§ **Exercise directions**: Look through the data below. Show each line where the string "Hirtshalsmotorvejen" occurs.

===== Data for this exercise =====

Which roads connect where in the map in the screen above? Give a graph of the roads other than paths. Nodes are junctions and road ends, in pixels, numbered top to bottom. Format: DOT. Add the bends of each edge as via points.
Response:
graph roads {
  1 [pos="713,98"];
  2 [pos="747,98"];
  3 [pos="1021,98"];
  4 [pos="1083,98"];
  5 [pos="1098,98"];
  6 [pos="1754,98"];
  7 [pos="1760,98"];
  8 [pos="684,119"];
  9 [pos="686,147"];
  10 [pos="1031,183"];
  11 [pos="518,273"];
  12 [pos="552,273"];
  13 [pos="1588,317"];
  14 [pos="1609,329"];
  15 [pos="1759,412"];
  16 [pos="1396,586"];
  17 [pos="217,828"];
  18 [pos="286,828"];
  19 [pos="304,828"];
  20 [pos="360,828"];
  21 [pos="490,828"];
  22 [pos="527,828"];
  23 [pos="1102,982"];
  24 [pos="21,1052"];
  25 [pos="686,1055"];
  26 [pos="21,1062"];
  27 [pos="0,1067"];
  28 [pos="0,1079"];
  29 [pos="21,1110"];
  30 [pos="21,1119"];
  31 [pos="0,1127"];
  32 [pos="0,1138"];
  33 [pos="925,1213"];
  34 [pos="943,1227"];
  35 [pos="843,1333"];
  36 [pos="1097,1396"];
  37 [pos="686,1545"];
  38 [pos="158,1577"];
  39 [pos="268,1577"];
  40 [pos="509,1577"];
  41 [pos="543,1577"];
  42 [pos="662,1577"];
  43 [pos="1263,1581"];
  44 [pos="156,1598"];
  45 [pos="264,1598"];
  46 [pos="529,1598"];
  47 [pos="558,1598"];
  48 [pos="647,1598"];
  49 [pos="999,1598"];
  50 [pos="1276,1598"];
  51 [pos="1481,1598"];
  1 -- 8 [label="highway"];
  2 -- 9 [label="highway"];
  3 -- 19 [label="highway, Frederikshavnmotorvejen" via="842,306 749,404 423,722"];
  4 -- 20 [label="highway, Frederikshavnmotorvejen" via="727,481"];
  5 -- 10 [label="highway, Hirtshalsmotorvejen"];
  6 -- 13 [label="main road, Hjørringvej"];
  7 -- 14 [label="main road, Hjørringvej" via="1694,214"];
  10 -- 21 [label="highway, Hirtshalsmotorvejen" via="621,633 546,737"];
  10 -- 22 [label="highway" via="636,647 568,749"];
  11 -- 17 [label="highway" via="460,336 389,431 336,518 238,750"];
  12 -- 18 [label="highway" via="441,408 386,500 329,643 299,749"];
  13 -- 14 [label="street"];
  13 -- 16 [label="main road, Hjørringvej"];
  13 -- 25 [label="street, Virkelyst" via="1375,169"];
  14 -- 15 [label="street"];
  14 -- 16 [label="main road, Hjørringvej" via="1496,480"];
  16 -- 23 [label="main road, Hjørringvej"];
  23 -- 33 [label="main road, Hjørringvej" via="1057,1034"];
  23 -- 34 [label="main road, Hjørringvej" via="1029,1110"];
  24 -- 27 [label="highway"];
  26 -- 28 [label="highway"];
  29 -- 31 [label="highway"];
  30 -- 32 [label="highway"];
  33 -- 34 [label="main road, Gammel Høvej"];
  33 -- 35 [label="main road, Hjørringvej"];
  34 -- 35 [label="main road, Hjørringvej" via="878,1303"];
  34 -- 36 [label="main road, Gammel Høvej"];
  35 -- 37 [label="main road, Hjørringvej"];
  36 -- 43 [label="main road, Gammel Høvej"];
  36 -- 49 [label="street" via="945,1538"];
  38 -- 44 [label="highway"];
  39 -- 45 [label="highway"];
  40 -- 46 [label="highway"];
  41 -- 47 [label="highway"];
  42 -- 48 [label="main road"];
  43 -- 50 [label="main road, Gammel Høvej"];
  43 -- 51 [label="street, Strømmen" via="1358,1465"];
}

=====

§ **Expected answer**:
  5 -- 10 [label="highway, Hirtshalsmotorvejen"];
  10 -- 21 [label="highway, Hirtshalsmotorvejen" via="621,633 546,737"];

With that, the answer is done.